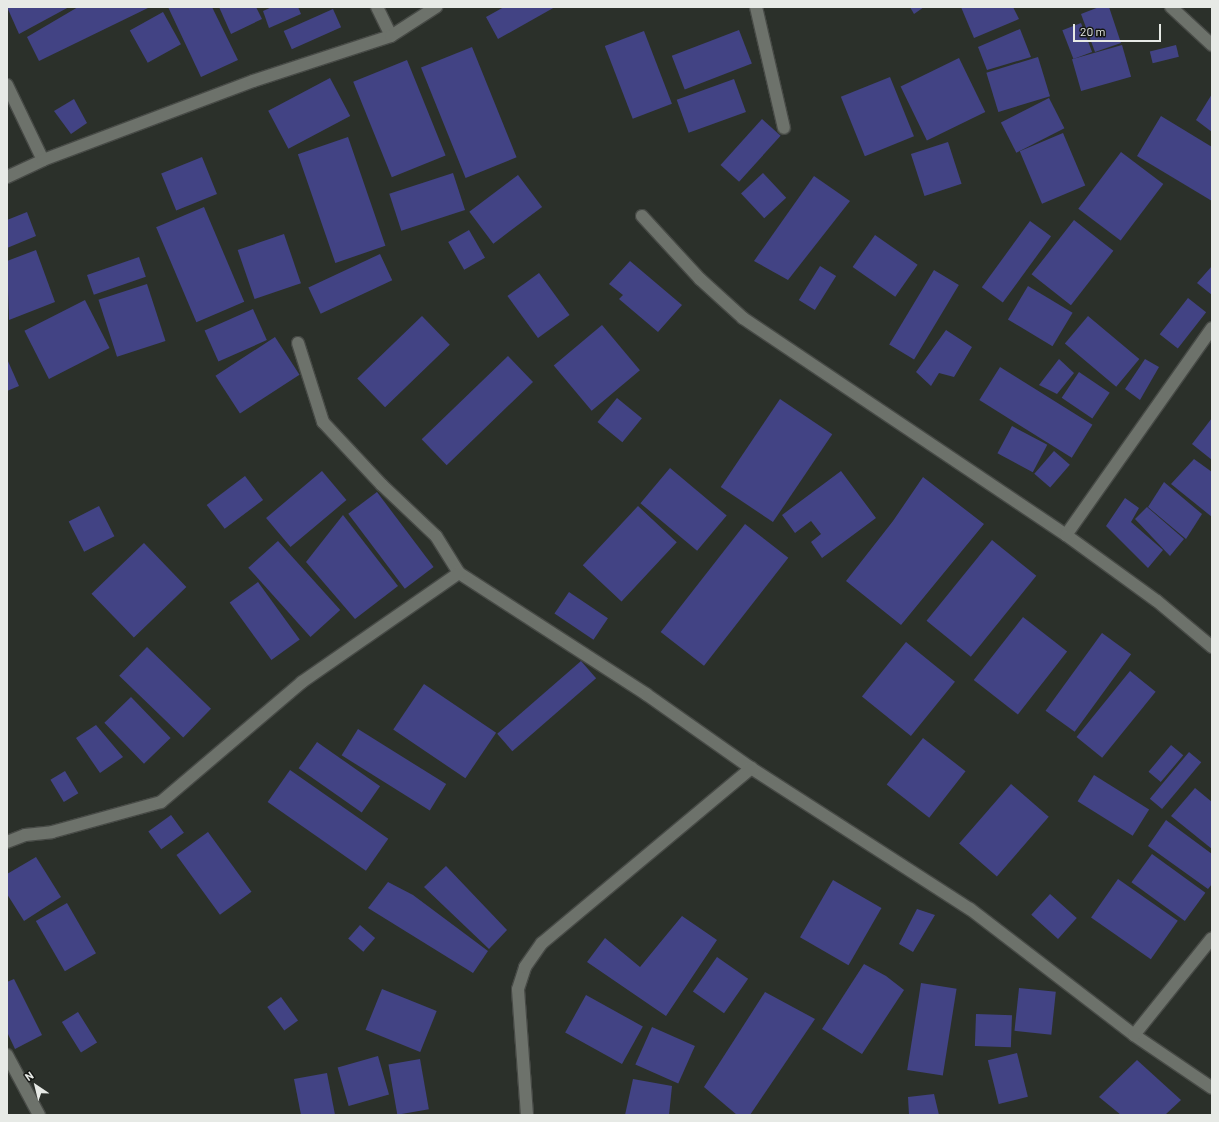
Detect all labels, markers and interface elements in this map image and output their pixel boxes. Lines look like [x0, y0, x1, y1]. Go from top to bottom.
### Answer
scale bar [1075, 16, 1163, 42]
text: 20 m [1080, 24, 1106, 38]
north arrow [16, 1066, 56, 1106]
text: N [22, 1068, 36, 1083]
____
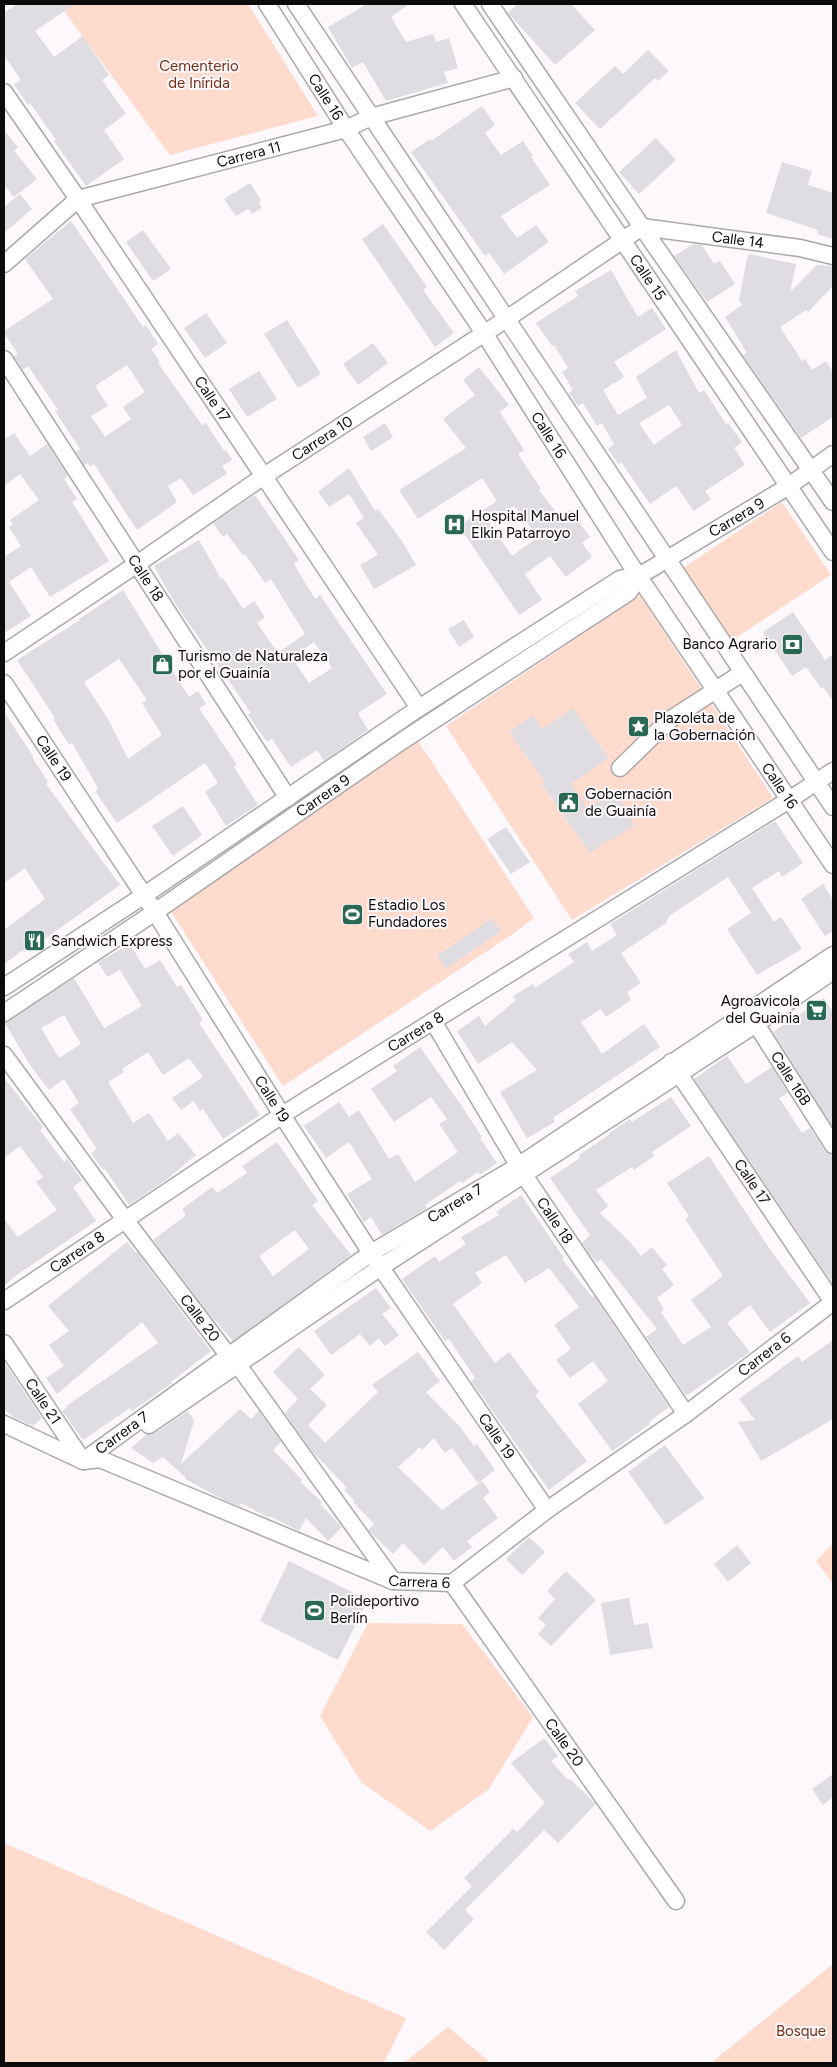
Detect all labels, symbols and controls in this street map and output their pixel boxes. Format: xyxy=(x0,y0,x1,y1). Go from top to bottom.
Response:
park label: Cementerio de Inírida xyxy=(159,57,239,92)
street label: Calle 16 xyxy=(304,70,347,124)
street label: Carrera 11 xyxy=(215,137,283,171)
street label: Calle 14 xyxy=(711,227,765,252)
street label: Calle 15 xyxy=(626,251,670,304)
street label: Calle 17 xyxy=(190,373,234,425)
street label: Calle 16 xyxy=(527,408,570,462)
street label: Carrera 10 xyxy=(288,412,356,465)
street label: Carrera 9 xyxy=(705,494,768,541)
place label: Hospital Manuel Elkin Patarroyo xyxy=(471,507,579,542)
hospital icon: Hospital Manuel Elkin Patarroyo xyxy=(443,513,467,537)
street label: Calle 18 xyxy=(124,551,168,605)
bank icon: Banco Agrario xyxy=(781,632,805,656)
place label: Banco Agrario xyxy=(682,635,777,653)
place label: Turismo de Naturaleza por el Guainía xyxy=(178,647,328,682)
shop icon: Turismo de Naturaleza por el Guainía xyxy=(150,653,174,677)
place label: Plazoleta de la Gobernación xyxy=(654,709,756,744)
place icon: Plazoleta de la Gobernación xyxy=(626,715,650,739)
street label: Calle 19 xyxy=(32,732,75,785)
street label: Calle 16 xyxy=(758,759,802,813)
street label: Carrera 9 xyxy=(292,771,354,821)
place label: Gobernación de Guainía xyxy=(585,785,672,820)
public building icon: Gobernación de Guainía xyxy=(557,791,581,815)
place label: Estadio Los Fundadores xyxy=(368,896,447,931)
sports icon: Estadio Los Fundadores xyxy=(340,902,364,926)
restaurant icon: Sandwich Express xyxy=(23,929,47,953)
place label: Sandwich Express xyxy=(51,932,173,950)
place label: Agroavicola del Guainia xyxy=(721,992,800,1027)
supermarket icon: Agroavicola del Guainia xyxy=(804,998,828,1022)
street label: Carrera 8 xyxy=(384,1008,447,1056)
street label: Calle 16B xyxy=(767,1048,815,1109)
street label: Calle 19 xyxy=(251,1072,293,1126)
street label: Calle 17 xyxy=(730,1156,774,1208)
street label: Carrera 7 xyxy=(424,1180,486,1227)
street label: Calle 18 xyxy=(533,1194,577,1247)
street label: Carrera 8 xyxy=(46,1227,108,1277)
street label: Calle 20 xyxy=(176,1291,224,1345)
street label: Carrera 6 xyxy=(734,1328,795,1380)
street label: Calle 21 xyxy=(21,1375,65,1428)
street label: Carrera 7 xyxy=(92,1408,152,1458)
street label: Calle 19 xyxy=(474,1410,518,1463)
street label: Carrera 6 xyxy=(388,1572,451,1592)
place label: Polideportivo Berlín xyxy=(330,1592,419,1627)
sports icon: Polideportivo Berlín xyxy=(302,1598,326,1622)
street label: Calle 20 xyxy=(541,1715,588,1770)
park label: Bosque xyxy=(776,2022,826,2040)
____
Check every line above for the word "output" and copy those that have it.

Detect all labels, markers and interface elements in this map image and output their pixel boxes. Lines look like [x0, y0, x1, y1]. Go from top to bottom.
Detect all labels, symbols and controls in this street map and output their pixel boxes. Format: xyxy=(x0,y0,x1,y1). Go from top to bottom.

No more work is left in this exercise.